Avec le faible taux de participation enregistré (le plus bas depuis la
conférence nationale), la huitième législature doit se mettre dans une posture
de quête de légitimité : une sorte de parlement transitoire devant
rassurer les Béninois et agir pour l’apaisement politique et social. Au besoin,
cette législature doit remettre sur la table du dialogue plusieurs réformes
fortement décriées et peu consensuelles. Il convient de se débarrasser du mythe
de la dictature qui crée le développement.

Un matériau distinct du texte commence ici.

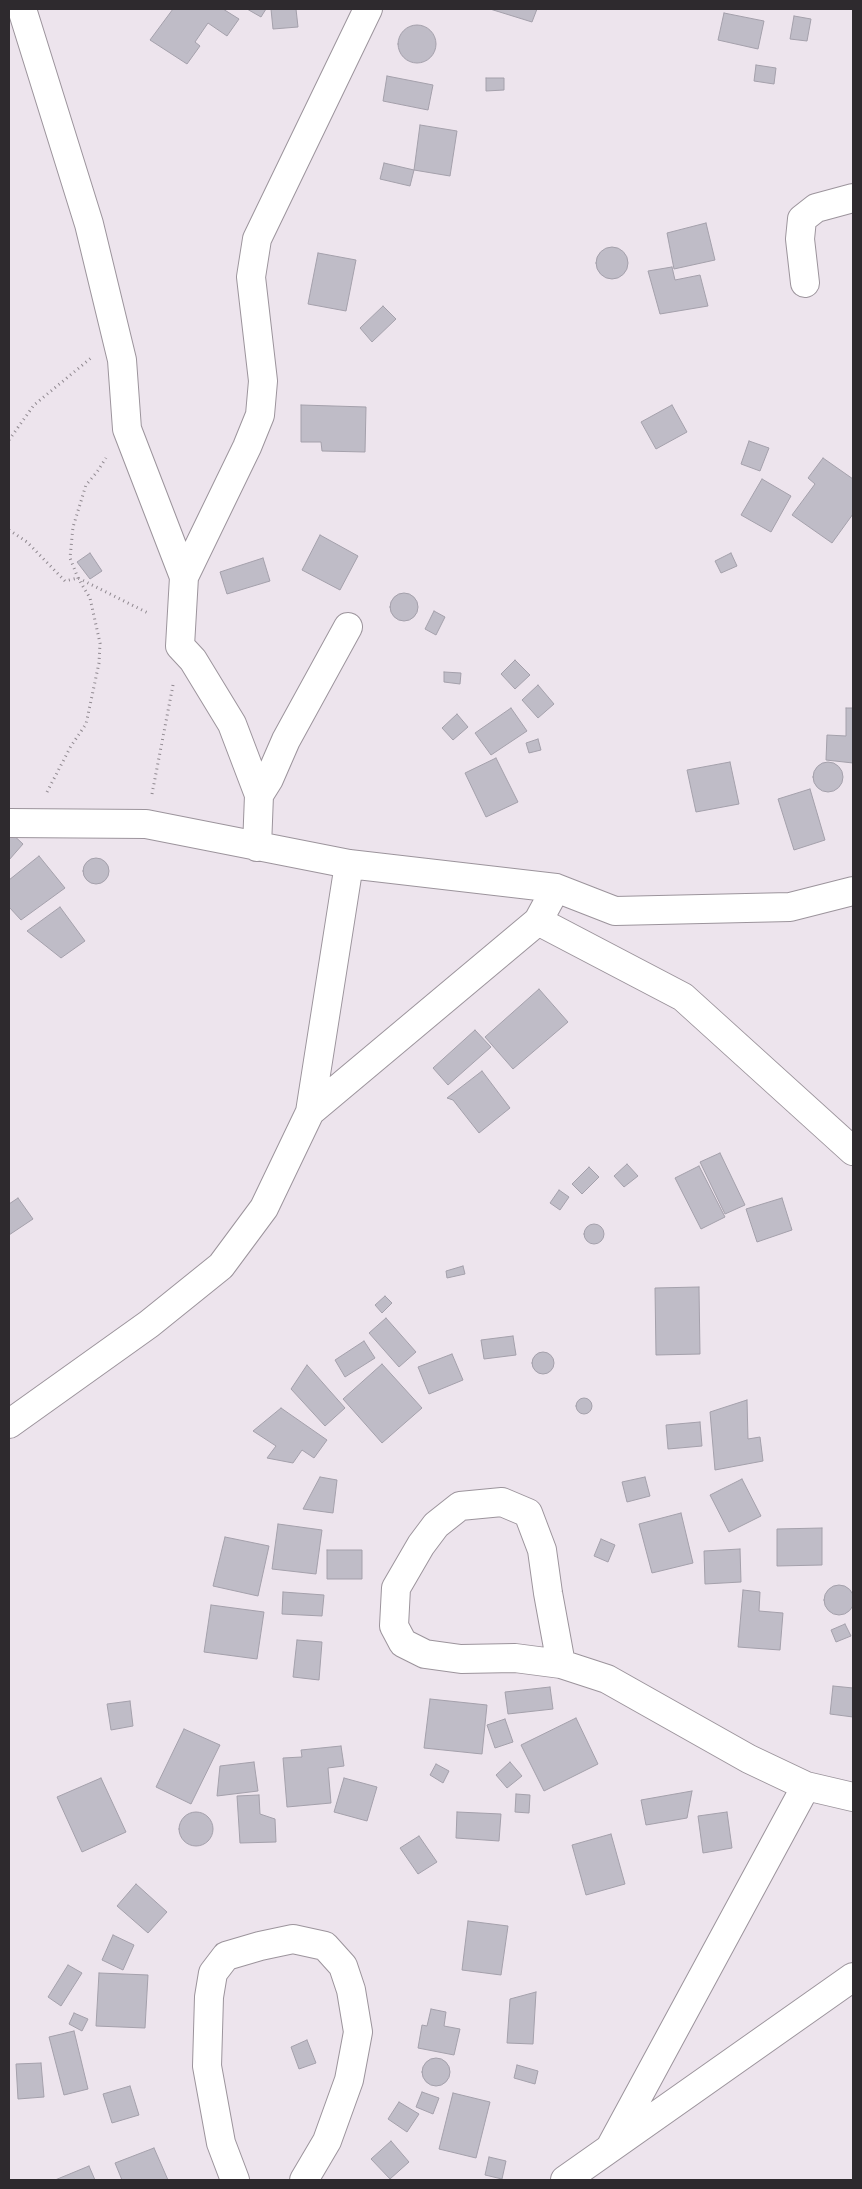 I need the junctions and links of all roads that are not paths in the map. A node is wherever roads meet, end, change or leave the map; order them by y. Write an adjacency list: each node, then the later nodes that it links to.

Les équilibres macro-économiques et les performances obtenues dans un contexte de dictature ou d’exclusion sont des équilibres instables et des avancées précaires. Ils ne tiennent que, au mieux des cas, le temps que dure au pouvoir les leaders qui les portent. Si l’exemple de certains pays comme le Rwanda inspirent certains d’entre nous, nous ne devons pas oublier qu’il s’agit d’un peuple différent avec une histoire différente. Le cas extrême des mutations politiques brutales intervenues dans des pays comme la Libye est édifiant à plus d’un titre.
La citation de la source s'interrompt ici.